Katya n’avait jamais servi autant de clients, mais accepta le défi.

Nastya lui glissa, en passant :
« On est toutes passées par là avant d’être serveuses. Bonne chance ! »

Dès qu’elle eut son carnet en main, le tumulte sembla disparaître. Elle prit les commandes en se concentrant, bien décidée à ne pas faire d’erreur ce soir-là.

Après des heures à courir entre les tables, fatiguée mais déterminée, Katya entendit l’administratrice lui demander d’aller servir la table d’honneur.
Au centre de la salle, elle s’arrêta net : une jeune fille lui faisait face, assise entourée de ses parents. Un frisson la parcourut : elle venait de croiser son double.

Le silence tomba, tous les regards rivés sur les deux jeunes femmes, identiques comme deux gouttes d’eau.

La fille à table se tourna, bouleversée :
« Maman ? »

Le père, muet, blêmit.

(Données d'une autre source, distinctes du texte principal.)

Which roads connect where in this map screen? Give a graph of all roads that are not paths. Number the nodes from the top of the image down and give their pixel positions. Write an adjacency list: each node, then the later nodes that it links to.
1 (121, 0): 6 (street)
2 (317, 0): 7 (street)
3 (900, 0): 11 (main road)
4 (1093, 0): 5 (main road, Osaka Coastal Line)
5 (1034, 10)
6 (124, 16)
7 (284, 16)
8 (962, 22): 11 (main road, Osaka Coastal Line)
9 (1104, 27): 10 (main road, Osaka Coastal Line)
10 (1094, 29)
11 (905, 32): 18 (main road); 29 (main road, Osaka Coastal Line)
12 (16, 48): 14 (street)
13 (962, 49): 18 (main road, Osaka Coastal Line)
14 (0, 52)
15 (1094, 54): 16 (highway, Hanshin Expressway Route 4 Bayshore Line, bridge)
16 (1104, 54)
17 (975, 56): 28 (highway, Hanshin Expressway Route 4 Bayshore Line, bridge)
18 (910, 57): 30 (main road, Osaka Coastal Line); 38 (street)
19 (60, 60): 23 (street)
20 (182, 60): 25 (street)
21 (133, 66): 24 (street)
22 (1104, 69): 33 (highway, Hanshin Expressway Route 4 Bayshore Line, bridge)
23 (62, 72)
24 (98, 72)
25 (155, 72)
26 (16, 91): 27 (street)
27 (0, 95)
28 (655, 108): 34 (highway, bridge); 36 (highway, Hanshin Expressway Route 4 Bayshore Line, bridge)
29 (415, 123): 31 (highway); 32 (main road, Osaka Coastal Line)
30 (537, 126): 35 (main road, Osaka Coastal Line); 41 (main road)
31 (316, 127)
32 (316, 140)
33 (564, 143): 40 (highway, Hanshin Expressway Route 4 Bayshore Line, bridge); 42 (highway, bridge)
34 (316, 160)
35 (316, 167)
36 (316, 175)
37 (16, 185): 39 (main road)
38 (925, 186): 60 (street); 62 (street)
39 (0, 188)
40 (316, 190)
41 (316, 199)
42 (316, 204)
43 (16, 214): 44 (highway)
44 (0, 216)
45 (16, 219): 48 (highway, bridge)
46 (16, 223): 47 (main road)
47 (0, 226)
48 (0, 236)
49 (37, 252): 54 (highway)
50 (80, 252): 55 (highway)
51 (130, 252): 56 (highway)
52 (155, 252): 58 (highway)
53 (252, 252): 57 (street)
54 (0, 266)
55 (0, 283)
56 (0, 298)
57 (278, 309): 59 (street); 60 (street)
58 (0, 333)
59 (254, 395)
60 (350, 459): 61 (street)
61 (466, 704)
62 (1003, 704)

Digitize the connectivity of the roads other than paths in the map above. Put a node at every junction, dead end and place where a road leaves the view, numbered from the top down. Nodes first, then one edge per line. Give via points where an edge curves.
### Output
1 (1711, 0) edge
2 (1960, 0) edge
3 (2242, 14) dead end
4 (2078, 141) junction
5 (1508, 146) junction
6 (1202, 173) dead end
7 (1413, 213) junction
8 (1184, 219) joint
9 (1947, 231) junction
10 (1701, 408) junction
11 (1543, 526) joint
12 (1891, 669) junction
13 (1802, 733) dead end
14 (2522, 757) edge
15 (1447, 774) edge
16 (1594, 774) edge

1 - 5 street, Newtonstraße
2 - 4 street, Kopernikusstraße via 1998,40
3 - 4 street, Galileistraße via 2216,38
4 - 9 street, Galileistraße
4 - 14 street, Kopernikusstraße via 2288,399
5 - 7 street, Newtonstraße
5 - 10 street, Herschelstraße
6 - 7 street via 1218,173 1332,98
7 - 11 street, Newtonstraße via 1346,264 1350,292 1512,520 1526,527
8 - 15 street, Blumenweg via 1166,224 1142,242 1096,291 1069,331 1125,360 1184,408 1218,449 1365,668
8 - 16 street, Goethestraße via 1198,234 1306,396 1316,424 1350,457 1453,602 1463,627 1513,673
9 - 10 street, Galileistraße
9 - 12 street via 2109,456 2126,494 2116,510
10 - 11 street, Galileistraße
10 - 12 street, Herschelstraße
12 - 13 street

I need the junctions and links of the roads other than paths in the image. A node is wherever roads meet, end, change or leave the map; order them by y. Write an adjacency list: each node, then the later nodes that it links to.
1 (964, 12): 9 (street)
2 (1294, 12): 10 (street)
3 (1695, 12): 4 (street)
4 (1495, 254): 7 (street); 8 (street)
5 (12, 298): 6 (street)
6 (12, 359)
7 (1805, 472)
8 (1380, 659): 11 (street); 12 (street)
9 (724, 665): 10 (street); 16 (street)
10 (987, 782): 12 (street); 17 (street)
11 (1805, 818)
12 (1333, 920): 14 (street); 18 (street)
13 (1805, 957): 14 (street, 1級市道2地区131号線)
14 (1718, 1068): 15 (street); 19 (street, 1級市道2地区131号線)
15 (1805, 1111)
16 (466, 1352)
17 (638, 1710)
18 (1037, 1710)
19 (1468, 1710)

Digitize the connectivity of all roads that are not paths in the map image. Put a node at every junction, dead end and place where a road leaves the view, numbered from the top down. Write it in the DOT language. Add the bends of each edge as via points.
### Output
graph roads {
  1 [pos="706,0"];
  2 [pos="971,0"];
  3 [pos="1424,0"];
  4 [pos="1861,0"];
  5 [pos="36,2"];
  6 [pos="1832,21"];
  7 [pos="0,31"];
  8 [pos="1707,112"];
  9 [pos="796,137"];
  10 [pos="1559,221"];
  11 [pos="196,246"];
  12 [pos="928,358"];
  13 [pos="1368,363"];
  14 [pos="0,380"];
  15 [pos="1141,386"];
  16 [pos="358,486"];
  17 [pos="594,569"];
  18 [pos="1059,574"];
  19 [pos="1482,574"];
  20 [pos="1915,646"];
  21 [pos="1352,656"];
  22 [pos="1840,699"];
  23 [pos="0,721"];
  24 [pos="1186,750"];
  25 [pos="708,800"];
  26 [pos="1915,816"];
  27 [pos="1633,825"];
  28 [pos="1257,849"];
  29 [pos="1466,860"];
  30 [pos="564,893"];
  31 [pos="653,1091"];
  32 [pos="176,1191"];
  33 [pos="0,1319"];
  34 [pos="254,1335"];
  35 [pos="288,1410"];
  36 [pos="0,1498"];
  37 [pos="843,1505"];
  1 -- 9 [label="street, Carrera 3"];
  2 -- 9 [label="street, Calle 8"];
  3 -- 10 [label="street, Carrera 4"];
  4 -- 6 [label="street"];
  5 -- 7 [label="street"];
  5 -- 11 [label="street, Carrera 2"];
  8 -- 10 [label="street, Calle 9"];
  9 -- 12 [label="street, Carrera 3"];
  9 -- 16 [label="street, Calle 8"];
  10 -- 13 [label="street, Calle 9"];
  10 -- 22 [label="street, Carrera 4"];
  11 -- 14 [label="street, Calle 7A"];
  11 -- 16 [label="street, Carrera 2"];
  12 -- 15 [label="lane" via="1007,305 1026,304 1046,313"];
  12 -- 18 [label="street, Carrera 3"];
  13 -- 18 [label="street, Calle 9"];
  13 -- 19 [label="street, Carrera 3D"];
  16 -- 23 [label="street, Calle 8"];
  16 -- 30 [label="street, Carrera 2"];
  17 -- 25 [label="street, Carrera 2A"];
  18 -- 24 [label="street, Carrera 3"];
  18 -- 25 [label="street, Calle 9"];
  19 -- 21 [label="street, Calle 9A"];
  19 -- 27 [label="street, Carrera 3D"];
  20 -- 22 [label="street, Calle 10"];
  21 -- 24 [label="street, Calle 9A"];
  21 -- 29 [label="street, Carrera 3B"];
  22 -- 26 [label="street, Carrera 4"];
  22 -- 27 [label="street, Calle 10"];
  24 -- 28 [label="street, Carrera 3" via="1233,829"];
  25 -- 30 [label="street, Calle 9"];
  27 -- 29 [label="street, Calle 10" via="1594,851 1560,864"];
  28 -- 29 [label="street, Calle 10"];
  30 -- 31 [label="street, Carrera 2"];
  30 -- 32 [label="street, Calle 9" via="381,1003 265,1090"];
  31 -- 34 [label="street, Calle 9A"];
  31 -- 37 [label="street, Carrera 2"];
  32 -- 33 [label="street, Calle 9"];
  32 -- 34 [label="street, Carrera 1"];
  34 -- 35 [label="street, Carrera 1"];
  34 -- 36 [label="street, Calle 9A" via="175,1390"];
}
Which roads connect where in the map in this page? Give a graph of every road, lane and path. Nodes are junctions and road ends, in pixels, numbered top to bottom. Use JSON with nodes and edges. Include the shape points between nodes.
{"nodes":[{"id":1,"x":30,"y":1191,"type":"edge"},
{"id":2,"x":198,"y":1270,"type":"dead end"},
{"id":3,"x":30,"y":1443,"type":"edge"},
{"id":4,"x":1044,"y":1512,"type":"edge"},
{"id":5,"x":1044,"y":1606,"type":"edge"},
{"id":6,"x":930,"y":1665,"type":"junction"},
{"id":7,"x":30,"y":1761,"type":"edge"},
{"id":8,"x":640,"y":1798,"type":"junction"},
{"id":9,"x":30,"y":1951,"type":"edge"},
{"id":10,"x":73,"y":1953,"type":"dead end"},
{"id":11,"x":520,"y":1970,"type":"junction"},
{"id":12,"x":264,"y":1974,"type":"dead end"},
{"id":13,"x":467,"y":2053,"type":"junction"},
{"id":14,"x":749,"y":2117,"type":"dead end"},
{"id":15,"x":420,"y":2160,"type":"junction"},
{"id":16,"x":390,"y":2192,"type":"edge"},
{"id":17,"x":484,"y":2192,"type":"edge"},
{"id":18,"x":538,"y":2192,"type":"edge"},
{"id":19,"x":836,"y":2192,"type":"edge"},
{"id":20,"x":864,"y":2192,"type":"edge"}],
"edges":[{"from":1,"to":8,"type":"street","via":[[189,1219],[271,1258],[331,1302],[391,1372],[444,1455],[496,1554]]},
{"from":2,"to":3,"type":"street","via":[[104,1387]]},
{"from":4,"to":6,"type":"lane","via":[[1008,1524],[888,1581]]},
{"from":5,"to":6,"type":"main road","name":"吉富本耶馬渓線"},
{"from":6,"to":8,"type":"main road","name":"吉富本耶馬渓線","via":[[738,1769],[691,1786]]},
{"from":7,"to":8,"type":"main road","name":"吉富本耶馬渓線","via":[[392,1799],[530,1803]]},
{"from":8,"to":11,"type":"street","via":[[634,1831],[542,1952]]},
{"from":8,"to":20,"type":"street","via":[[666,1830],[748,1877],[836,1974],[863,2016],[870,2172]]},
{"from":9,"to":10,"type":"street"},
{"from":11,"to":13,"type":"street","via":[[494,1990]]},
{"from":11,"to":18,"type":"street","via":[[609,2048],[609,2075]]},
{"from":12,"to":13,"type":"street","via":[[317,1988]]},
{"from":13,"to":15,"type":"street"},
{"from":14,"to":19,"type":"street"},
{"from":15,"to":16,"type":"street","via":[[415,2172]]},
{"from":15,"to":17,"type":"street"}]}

La mère semblait sur le point de s’effondrer. Le patron intervint maladroitement, demandant ce qu’il fallait apporter, mais personne ne répondit. Il congédia Katya d’un geste, et elle s’enfuit, bouleversée, sans pouvoir retenir ses larmes.

Assise dans la réserve, elle n’arrivait plus à reprendre ses esprits.

La fête reprit, la musique couvrit peu à peu le choc général. L’administratrice entra pour la prévenir :
« Le patron veut te voir. »

Tremblante, Katya entra dans le bureau.
La mère de l’autre jeune fille pleurait, le père s’éclaircit la voix :
« Katya… je te dois la vérité. Pardonne-moi. À ta naissance, ma femme a eu de graves complications, on nous a dit que notre fille n’avait pas survécu… En même temps, une autre femme venait d’accoucher de jumelles dont elle ne voulait pas. J’ai payé le médecin… Je n’ai pris qu’une seule des deux petites filles pour sauver ma femme du chagrin, et tu as grandi ailleurs… Je suis désolé, Katya. Je t’ai toujours aimée comme ma propre fille, même si tu l’ignorais. J’espère que tu pourras me pardonner. »

Il quitta la pièce, laissant un silence chargé d’émotions.

Un an passa.

« Katya, tu as vraiment vécu ici ? » demanda Angelika, effarée devant l’immeuble délabré.

« Viens, je vais te montrer, » répondit Katya.

Elles sortirent des sacs de la voiture, remplis de jouets et de douceurs pour les enfants de l’orphelinat. Au loin, l’ancienne éducatrice, « le Führer », les observait sans mot dire.

« Bonjour, Alla Egorovna, je vous l’avais promis : je suis revenue, et pas les mains vides, » lança Katya.

Pendant toute la journée, les deux sœurs jouèrent avec les enfants et distribuèrent des cadeaux. La directrice leur présenta un nouveau médecin, Vasili Sergueïevitch.
Katya en resta bouche bée : c’était le jeune homme qui l’avait aidée un an plus tôt.

Il croisa son regard, puis celui d’Angelika, et sourit :
« Je savais qu’on se reverrait, » dit-il doucement.

Katya, amusée, répondit :
« Et comment savais-tu que c’était moi, et pas ma sœur, que tu avais rencontrée ce jour-là ? »

Il sourit encore :
« C’était évident, tu étais unique. »

À cet instant, Katya sentit que, si la vie lui offrait cette chance, elle voudrait se marier exactement dans le même restaurant où tout avait basculé pour elle.